The Meaning of the Dead Sea Scrolls

By VanderKam, James & Flint, Peter

HarperSanFrancisco: HarperCollins Publishers, Inc.

10 East 53rd St., New York, N.Y. l0022.

2002. 467 pp., $34.95. ISBN 0-06-068464-X

Subtitled, “Their Significance for Understanding the Bible, Judaism, Jesus, and Christianity,” this book is a superb gathering of the relevant data in five sections, re the Discoveries, Dating, Archeology, and New Methods: The Dead Sea Scrolls and Scripture: The Non-biblical Scrolls and Their Message: The Scrolls and the New Testament; and finally, Controversies About the Dead Sea Scrolls—all given full and very readable treatment in 18 chapters and 4 Appendixes.

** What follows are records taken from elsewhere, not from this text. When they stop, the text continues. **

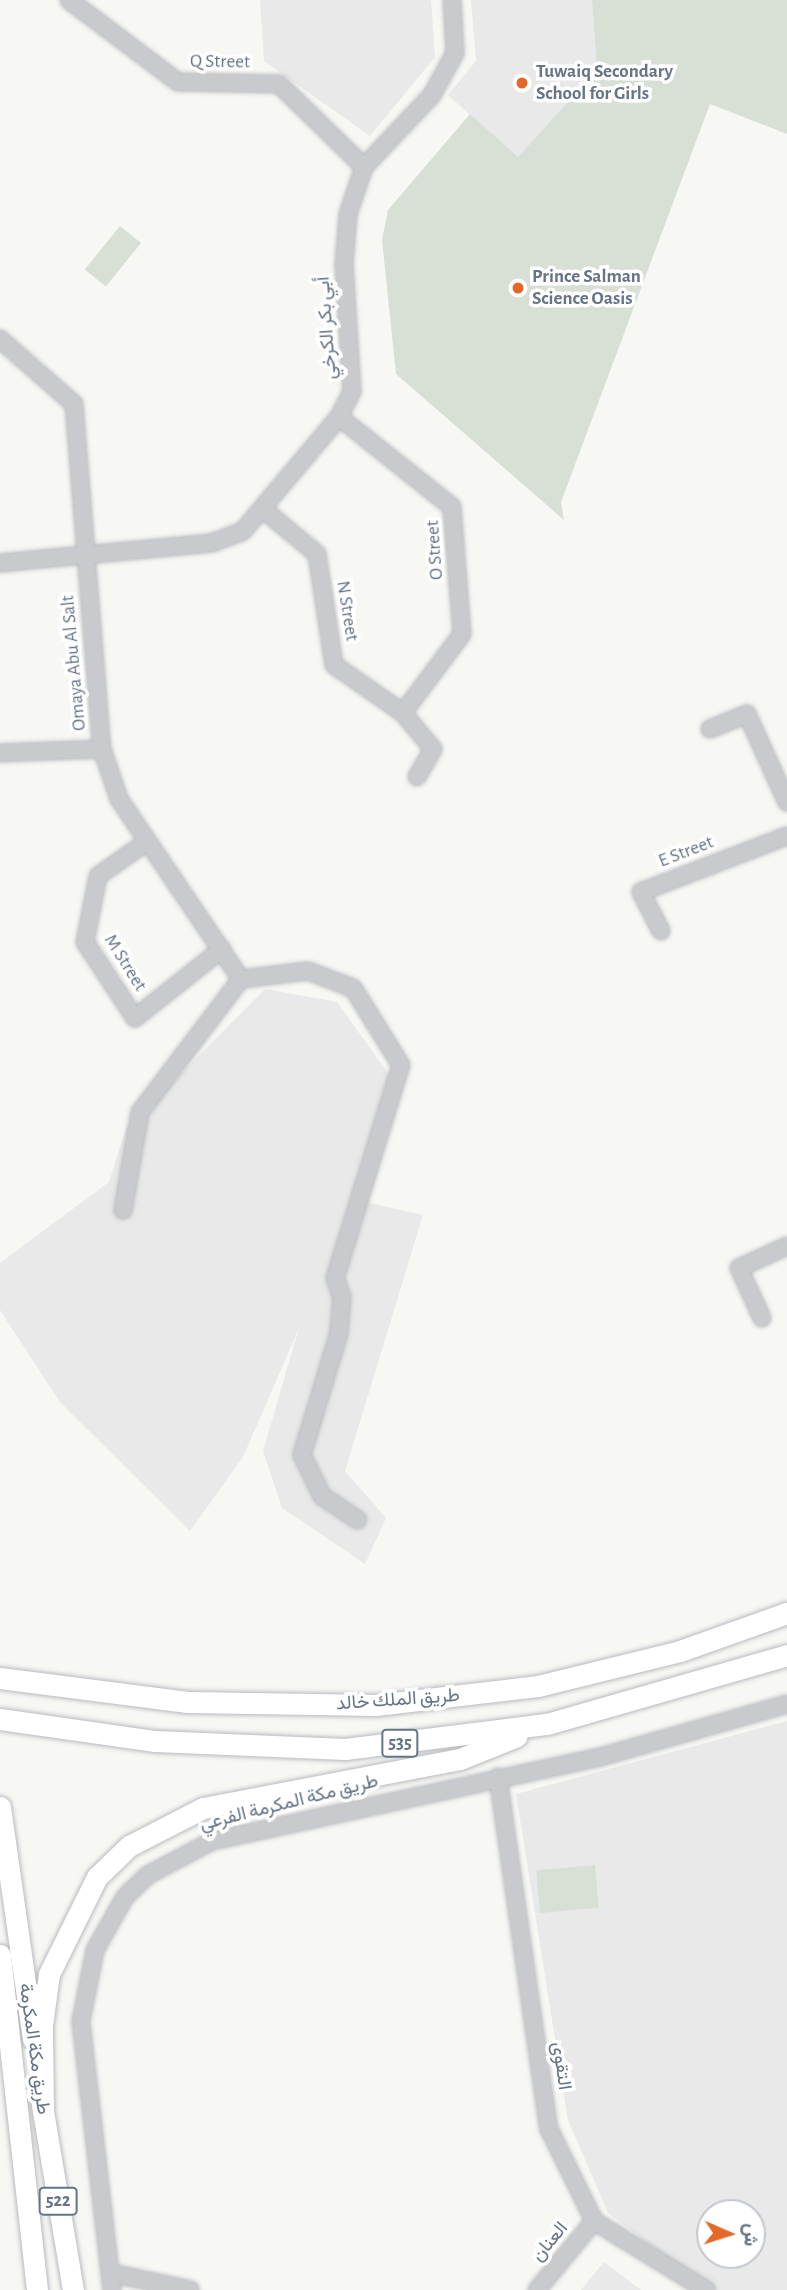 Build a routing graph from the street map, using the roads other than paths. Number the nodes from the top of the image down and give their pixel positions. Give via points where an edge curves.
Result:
1 (69, 0) edge
2 (452, 0) edge
3 (364, 167) junction
4 (0, 341) edge
5 (339, 418) junction
6 (264, 510) junction
7 (87, 556) junction
8 (0, 563) edge
9 (403, 713) junction
10 (710, 729) dead end
11 (102, 749) junction
12 (0, 753) edge
13 (417, 777) dead end
14 (787, 802) edge
15 (787, 836) edge
16 (145, 844) junction
17 (661, 932) dead end
18 (222, 949) junction
19 (241, 979) junction
20 (123, 1210) dead end
21 (787, 1247) edge
22 (762, 1318) dead end
23 (358, 1520) dead end
24 (787, 1613) edge
25 (787, 1656) edge
26 (10, 1680) edge
27 (787, 1704) edge
28 (2, 1720) edge
29 (547, 1724) junction
30 (498, 1777) junction
31 (0, 1807) edge
32 (0, 1955) edge
33 (0, 2023) edge
34 (7, 2059) junction
35 (43, 2111) junction
36 (594, 2221) junction
37 (111, 2273) junction
38 (37, 2290) edge
39 (73, 2290) edge
40 (112, 2290) edge
41 (190, 2290) edge
42 (537, 2290) edge
43 (706, 2290) edge

1 - 3 street, Q Street via 178,82 279,84
2 - 3 street, أبي بكر الكرخي via 456,53 432,95
3 - 5 street, أبي بكر الكرخي via 348,214 344,265 352,391
4 - 7 street, Omaya Abu Al Salt via 74,404
5 - 6 street, أبي بكر الكرخي
5 - 9 street, O Street via 452,507 462,634
6 - 7 street, أبي بكر الكرخي via 243,531 212,543
6 - 9 street, N Street via 317,554 334,665
7 - 8 street, أبي بكر الكرخي
7 - 11 street, Omaya Abu Al Salt
9 - 13 street, N Street via 433,749
10 - 14 street via 747,714
11 - 12 street
11 - 16 street, Omaya Abu Al Salt via 119,799
15 - 17 street, E Street via 641,891
16 - 18 street, Omaya Abu Al Salt
16 - 18 street, M Street via 98,876 85,942 135,1018
18 - 19 street, Omaya Abu Al Salt
19 - 20 street via 140,1112
19 - 23 street via 308,971 353,988 401,1065 335,1278 342,1297 339,1333 302,1455 322,1496
21 - 22 street via 739,1268
24 - 26 highway, طريق الملك خالد / 535 via 680,1651 538,1686 376,1705 187,1702
25 - 29 highway, 535
27 - 30 street, طريق مكة المكرمة الفرعي via 705,1731
28 - 29 highway, 535 via 155,1741 345,1749
29 - 35 highway via 460,1759 202,1808 129,1846 97,1877 49,1974 42,2025
30 - 36 street, التقوى via 549,2129
30 - 37 street, طريق مكة المكرمة الفرعي via 212,1841 148,1875 125,1897 95,1950 81,2021
31 - 35 highway, طريق مكة المكرمة
32 - 34 highway, طريق مكة المكرمة
33 - 34 highway
34 - 38 highway, طريق مكة المكرمة / 522
35 - 39 highway, طريق مكة المكرمة / 522
36 - 42 street, العنان
36 - 43 street
37 - 40 street, طريق مكة المكرمة الفرعي
37 - 41 street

The Foreword is by Emanuel Tov, Director of the Dead Sea Scrolls Publication Project and this book is highly acclaimed by James Sanders, President of the Ancient Biblical Manuscript Center, and James H. Charlesworth, Editor of the Dead Sea Scrolls Project. VanderKam and Flint are unmistakably two of the world’s most eminent Scrolls scholars with the commendable ability to write a comprehensive and detailed account of what the scrolls really say, all the while judiciously including a wide variety of views, including those with which they disagree. There seems to he nothing they haven’t read and considered and their discreet description of the controversies is outstanding.

The authors are in touch with the average lay reader even when they often provide a perspective and a presentation of data that may he unknown even to experts in Qumranology. In the chapter on The Scrolls and the Canon of the Hebrew/Old Testament, the authors pause, for example, to say that the reader must remember that different canons of Scripture exist “and that…we explore these canons in relation to the Dead Sea Scrolls without trying to prove which canon is ‘right’ and which ones are ‘wrong.’”

The book contains a variety of’ boxed paragraphs, distributed throughout the book, in the appropriate places labeled by such titles as Profiles, Technical Details, Boxes, Tables, and Figures, all contributing to the usefulness and clarification of the book’s content.

Freedman, endowed chair in Hebrew Biblical Studies of the University of California, declares, “This may well he the best book on…(this) vitally stimulating subject.” This up-to-date guide is the definitive introduction to all aspects of the scrolls, including their teachings, the community that created and preserved them, the world of Judaism, the origins of Christianity, our understanding of Jesus, and the New Testament.